True enough. I shouldn’t have said I don’t bother, it seems like I spend the whole day shushing. It’s more that I don’t think it’s worth getting too stressed about. I had mine at a funeral home today, watched them like a hawk. Tomorrow they’ll be in the back yard, the frequency of shushings will go down. I live across the street from a playground, kids are LOUD. It’s not the same kids every day who are loud. If the kids in the OP were doing it every day it would be an issue to deal with. One day? The parents might very well have been trying to get them to calm down and were unsuccessful, maybe not, but those days happen once in a while.

My smaller girl is three and a half and has only just cottoned on to how to do the “quiet voice”. Up till about a month ago, if I had to take her anywhere she really HAD to be quiet (like past her brother’s room while he was napping) I’d carry her while whispering a continuous stream of chattering in her ear - because if I let her get a single word in edgeways at all it was going to be LOUD! IME 2-year-olds are the worst shriekers. Not all of them, but lots and lots.

In a perfect world, every parent of a toddler would live right by an enourmous football field where they could be taken daily to shriek their little hearts out like demented banshees. Unfortunately in our world of close-built houses and inadequate sound-proofing, the noise pollution does tend to escape.

My sympathies to the OP. I don’t know anyone who likes Ear Piercing Toddler Shrieks. I hope they’ll be better tomorrow

If a 3 year old doesn’t want to shut up, she isn’t going to shut up. Comprehension is really neither here nor there. It’s self-control.

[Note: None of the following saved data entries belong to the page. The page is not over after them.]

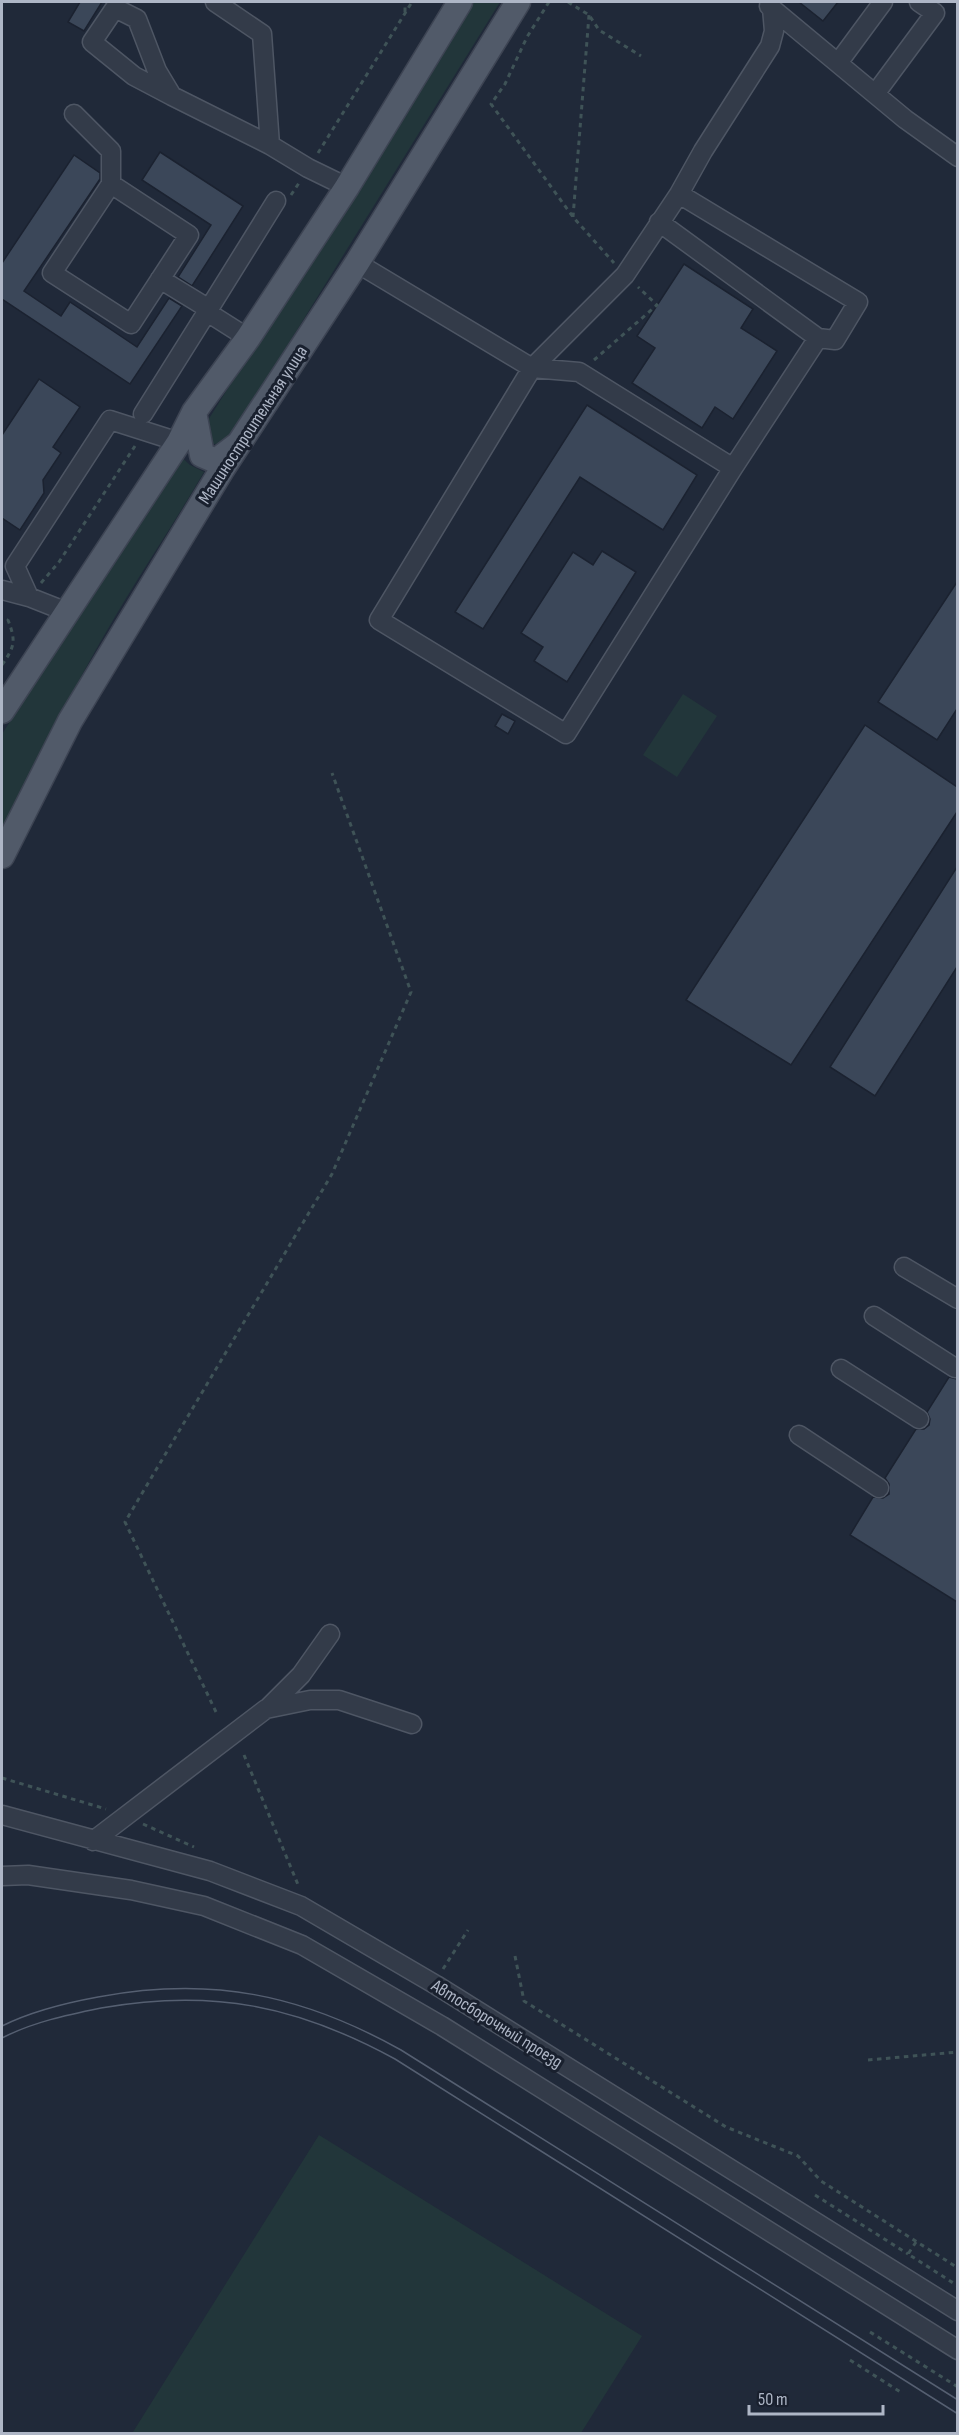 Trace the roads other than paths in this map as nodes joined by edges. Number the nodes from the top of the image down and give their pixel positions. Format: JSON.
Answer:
{"nodes":[{"id":1,"x":215,"y":2,"type":"edge"},
{"id":2,"x":460,"y":2,"type":"edge"},
{"id":3,"x":518,"y":2,"type":"edge"},
{"id":4,"x":884,"y":2,"type":"edge"},
{"id":5,"x":919,"y":2,"type":"edge"},
{"id":6,"x":112,"y":5,"type":"edge"},
{"id":7,"x":767,"y":5,"type":"edge"},
{"id":8,"x":838,"y":63,"type":"junction"},
{"id":9,"x":875,"y":94,"type":"junction"},
{"id":10,"x":172,"y":96,"type":"junction"},
{"id":11,"x":74,"y":114,"type":"dead end"},
{"id":12,"x":270,"y":145,"type":"junction"},
{"id":13,"x":957,"y":157,"type":"edge"},
{"id":14,"x":111,"y":184,"type":"junction"},
{"id":15,"x":347,"y":187,"type":"junction"},
{"id":16,"x":679,"y":194,"type":"junction"},
{"id":17,"x":276,"y":201,"type":"dead end"},
{"id":18,"x":659,"y":222,"type":"junction"},
{"id":19,"x":357,"y":263,"type":"junction"},
{"id":20,"x":160,"y":279,"type":"junction"},
{"id":21,"x":208,"y":310,"type":"junction"},
{"id":22,"x":248,"y":338,"type":"junction"},
{"id":23,"x":818,"y":338,"type":"junction"},
{"id":24,"x":532,"y":368,"type":"junction"},
{"id":25,"x":194,"y":412,"type":"junction"},
{"id":26,"x":143,"y":414,"type":"dead end"},
{"id":27,"x":179,"y":442,"type":"junction"},
{"id":28,"x":239,"y":443,"type":"junction"},
{"id":29,"x":733,"y":468,"type":"junction"},
{"id":30,"x":2,"y":590,"type":"edge"},
{"id":31,"x":29,"y":597,"type":"junction"},
{"id":32,"x":67,"y":612,"type":"junction"},
{"id":33,"x":2,"y":711,"type":"edge"},
{"id":34,"x":2,"y":856,"type":"edge"},
{"id":35,"x":904,"y":1267,"type":"dead end"},
{"id":36,"x":957,"y":1299,"type":"edge"},
{"id":37,"x":874,"y":1316,"type":"dead end"},
{"id":38,"x":955,"y":1368,"type":"dead end"},
{"id":39,"x":841,"y":1369,"type":"dead end"},
{"id":40,"x":919,"y":1419,"type":"dead end"},
{"id":41,"x":800,"y":1435,"type":"dead end"},
{"id":42,"x":879,"y":1488,"type":"dead end"},
{"id":43,"x":330,"y":1634,"type":"dead end"},
{"id":44,"x":266,"y":1709,"type":"junction"},
{"id":45,"x":412,"y":1724,"type":"dead end"},
{"id":46,"x":2,"y":1815,"type":"edge"},
{"id":47,"x":93,"y":1840,"type":"junction"},
{"id":48,"x":2,"y":1876,"type":"edge"},
{"id":49,"x":957,"y":2311,"type":"edge"},
{"id":50,"x":957,"y":2350,"type":"edge"}],
"edges":[{"from":1,"to":12,"type":"street"},
{"from":2,"to":15,"type":"main road"},
{"from":3,"to":19,"type":"main road","name":"Машиностроительная улица"},
{"from":4,"to":8,"type":"street"},
{"from":5,"to":9,"type":"street"},
{"from":6,"to":10,"type":"street"},
{"from":6,"to":10,"type":"street"},
{"from":7,"to":8,"type":"street"},
{"from":7,"to":16,"type":"street"},
{"from":8,"to":9,"type":"street"},
{"from":9,"to":13,"type":"street"},
{"from":10,"to":12,"type":"street"},
{"from":11,"to":14,"type":"street"},
{"from":12,"to":15,"type":"street"},
{"from":14,"to":20,"type":"street"},
{"from":14,"to":20,"type":"street"},
{"from":15,"to":22,"type":"main road"},
{"from":16,"to":18,"type":"street"},
{"from":16,"to":23,"type":"street"},
{"from":17,"to":21,"type":"street"},
{"from":18,"to":23,"type":"street"},
{"from":18,"to":24,"type":"street"},
{"from":19,"to":24,"type":"street"},
{"from":19,"to":28,"type":"main road","name":"Машиностроительная улица"},
{"from":20,"to":21,"type":"street"},
{"from":21,"to":22,"type":"street"},
{"from":21,"to":26,"type":"street"},
{"from":22,"to":25,"type":"main road"},
{"from":23,"to":29,"type":"street"},
{"from":24,"to":29,"type":"street"},
{"from":24,"to":29,"type":"street"},
{"from":25,"to":27,"type":"main road"},
{"from":25,"to":28,"type":"main road"},
{"from":27,"to":31,"type":"street"},
{"from":27,"to":32,"type":"main road"},
{"from":28,"to":34,"type":"main road","name":"Машиностроительная улица"},
{"from":30,"to":31,"type":"street"},
{"from":31,"to":32,"type":"street"},
{"from":32,"to":33,"type":"main road"},
{"from":35,"to":36,"type":"street"},
{"from":37,"to":38,"type":"street"},
{"from":39,"to":40,"type":"street"},
{"from":41,"to":42,"type":"street"},
{"from":43,"to":44,"type":"street"},
{"from":44,"to":45,"type":"street"},
{"from":44,"to":47,"type":"street"},
{"from":46,"to":47,"type":"street","name":"Автосборочный проезд"},
{"from":47,"to":49,"type":"street","name":"Автосборочный проезд"},
{"from":48,"to":50,"type":"street","name":"Автосборочный проезд"}]}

They get too excited and they can’t easily calm themselves down.

Ha ha ha. Another non-parent who knows exactly how she would handle her hypothetical kids. Do you think real parents don’t try this kind of thing? We’ve told our 3-year-old (and the 9-year-old before that) a million times that “screaming is for emergencies”…yadda yadda yadda. It’s in one ear and out the other. When they’re really wound up, there isn’t a fucking thing you can do about it short of constant physical restraint (which is fucking exhausting).

All you can do is try to keep them from bothering other people with it, but if you think they’re going to listen to your wonderful, wise lectures and your illusrative stories, you’re living in a dreamworld.

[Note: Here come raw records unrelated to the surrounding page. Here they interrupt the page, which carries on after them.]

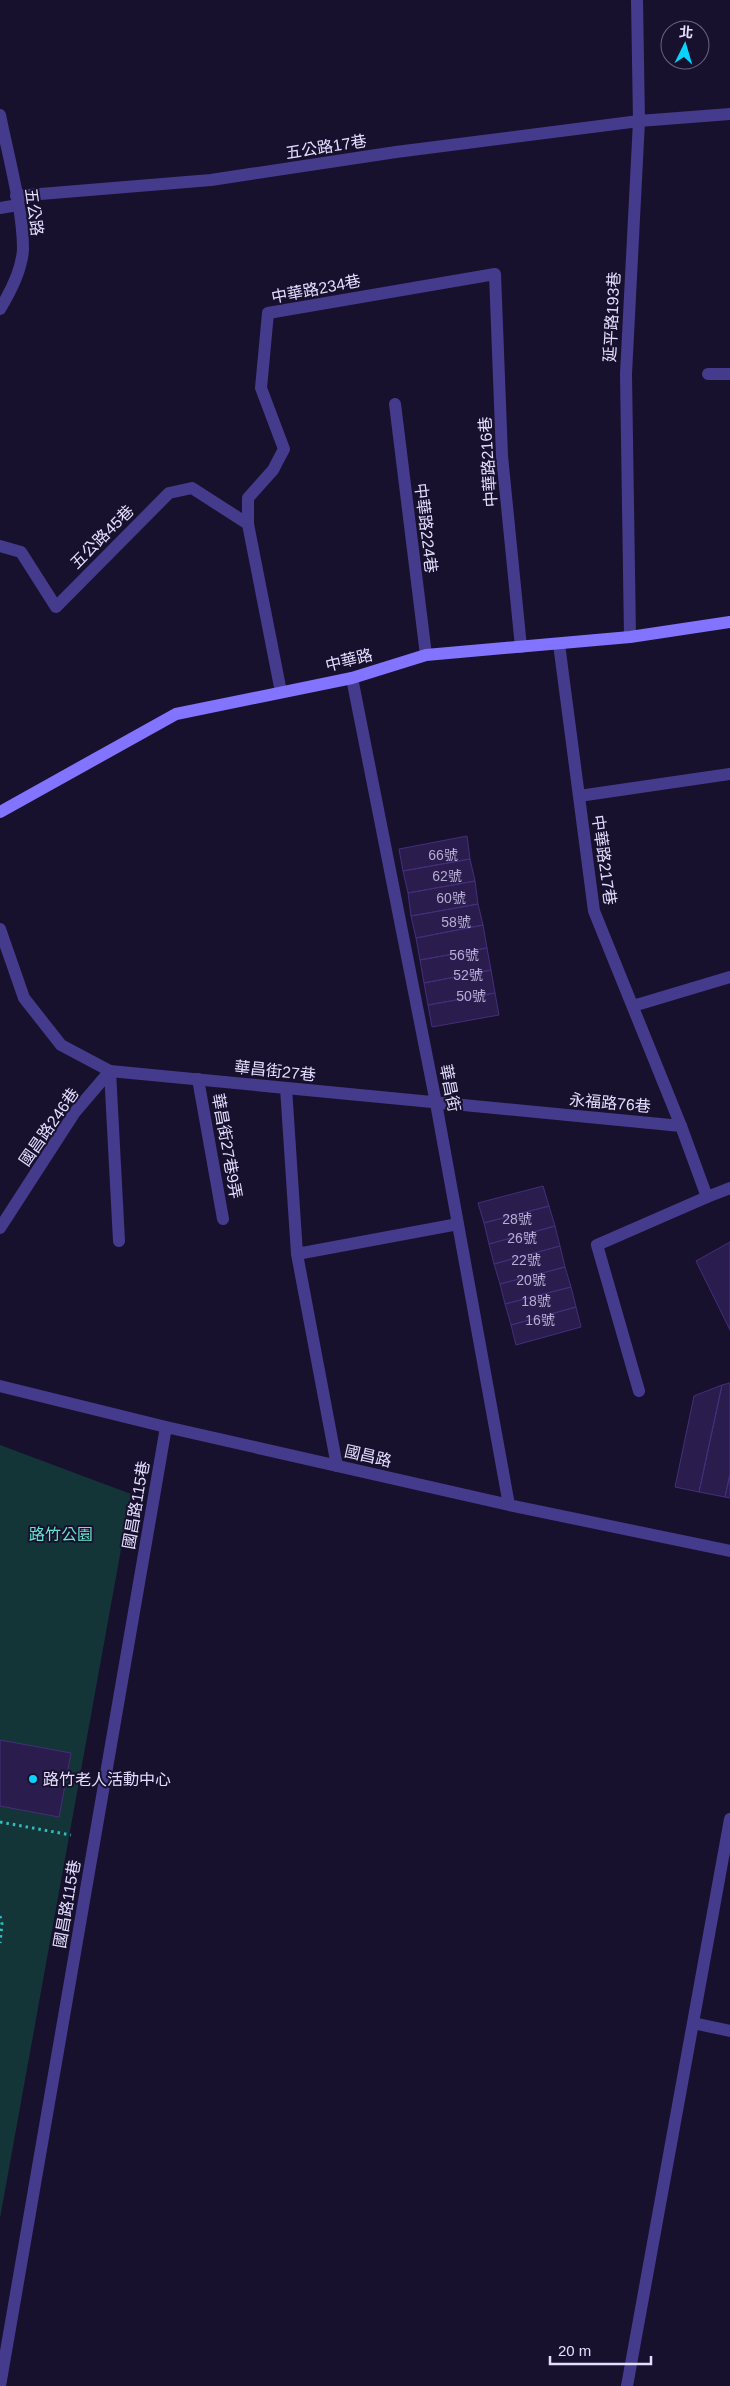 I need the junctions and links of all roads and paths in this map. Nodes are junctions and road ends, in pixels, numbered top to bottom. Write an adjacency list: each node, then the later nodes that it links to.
1 (637, 0): 4 (street, 延平路193巷)
2 (730, 114): 4 (street, 五公路17巷)
3 (0, 115): 5 (street, 五公路)
4 (639, 121): 5 (street, 五公路17巷); 15 (street, 延平路193巷)
5 (17, 200): 6 (street, 五公路17巷); 8 (street, 五公路)
6 (0, 208)
7 (495, 274): 12 (street, 中華路234巷); 17 (street, 中華路216巷)
8 (0, 309)
9 (708, 374): 10 (street)
10 (730, 374)
11 (395, 404): 18 (street, 中華路224巷)
12 (248, 524): 13 (street, 五公路45巷); 20 (street, 中華路234巷)
13 (0, 546)
14 (730, 622): 15 (street, 中華路)
15 (630, 637): 16 (street, 中華路)
16 (559, 644): 17 (street, 中華路); 22 (street, 中華路217巷)
17 (521, 647): 18 (street, 中華路)
18 (426, 656): 19 (street, 中華路)
19 (352, 678): 20 (street, 中華路); 30 (street, 華昌街)
20 (281, 692): 23 (street, 中華路)
21 (730, 774): 22 (street)
22 (579, 796): 26 (street, 中華路217巷)
23 (0, 812)
24 (0, 929): 27 (street)
25 (730, 977): 26 (street)
26 (633, 1006): 31 (street, 中華路217巷)
27 (110, 1071): 28 (street, 華昌街27巷); 36 (street, 國昌路246巷); 37 (street)
28 (198, 1079): 29 (street, 華昌街27巷); 34 (street, 華昌街27巷9弄)
29 (286, 1088): 30 (street, 華昌街27巷); 38 (street)
30 (436, 1103): 31 (street, 永福路76巷); 35 (street, 華昌街)
31 (682, 1126): 33 (street)
32 (730, 1188): 33 (street)
33 (707, 1197): 40 (street)
34 (223, 1219)
35 (458, 1224): 38 (street); 43 (street, 華昌街)
36 (0, 1228)
37 (119, 1241)
38 (297, 1254): 42 (street)
39 (0, 1386): 41 (street, 國昌路)
40 (639, 1391)
41 (166, 1427): 42 (street, 國昌路); 47 (street, 國昌路115巷)
42 (338, 1466): 43 (street, 國昌路)
43 (509, 1505): 44 (street, 國昌路)
44 (730, 1551)
45 (730, 1819): 50 (street)
46 (0, 1822): 47 (path)
47 (95, 1839): 52 (street, 國昌路115巷)
48 (0, 1916): 49 (path)
49 (0, 1943)
50 (693, 2023): 51 (street); 53 (street)
51 (730, 2031)
52 (0, 2386)
53 (627, 2386) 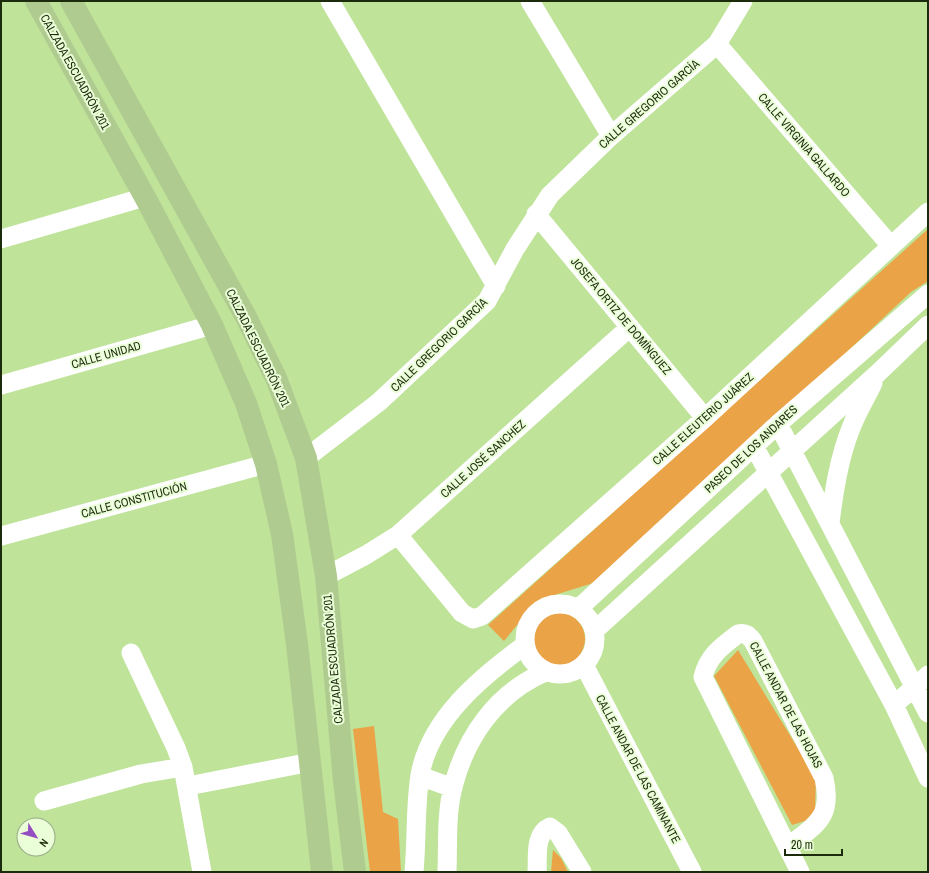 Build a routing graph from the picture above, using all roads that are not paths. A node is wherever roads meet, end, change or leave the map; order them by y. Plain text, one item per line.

You have my sympathy. I was stuck on a 9.5-hour flight from Barcelona last August, with a little girl who never stopped shrieking. Even my noise-canceling headphones weren’t much help.

I’ve always wondered how the human race survived when it’s young kept advertising “Hey lions! Here’s a helpless little snack.Come eat me!” Seems like something that would be selected against.

Or did the screeching scare the lions away?

I was wondering something similar the other day. Not just with kids but adults when startled yelp, or scream if they’re in an accident. It doesn’t seem like a predator would be fazed by the screaming so it must have been intended to summon help (??? just a WAG) With kids the playing shrieking is quite different from the actual emergency-need-to-go-running screams. It’s also interesting how parents can usually identify their kids so easily out of a group of shrieking kids. I used to think it was bullshit but I can pick mine out quite readily.

What’s even more amazing is that caveparents didn’t get fed up and send their shrieking kids into the lion’s den. :smiley:

We survived because we’re more badass than the lions :cool:

I think she meant real lions not the Detroit Lions :stuck_out_tongue:

It’s when the little blighters are quiet that you need to be concerned!

Three-year-olds get their squee on because they’re learning how to control the sounds they make. It won’t happen overnight, but with a little work, it will eventually be event-appropriate. You can teach them how to whisper, too. They like that just as much. Patience, Grasshopper.

I know that I had some success with noise control by telling my daughter “Sweetheart, if you don’t stop making that sound, Mommy’s going to give you away.” :wink:

You should have asked the parents to take her outside until she calmed down.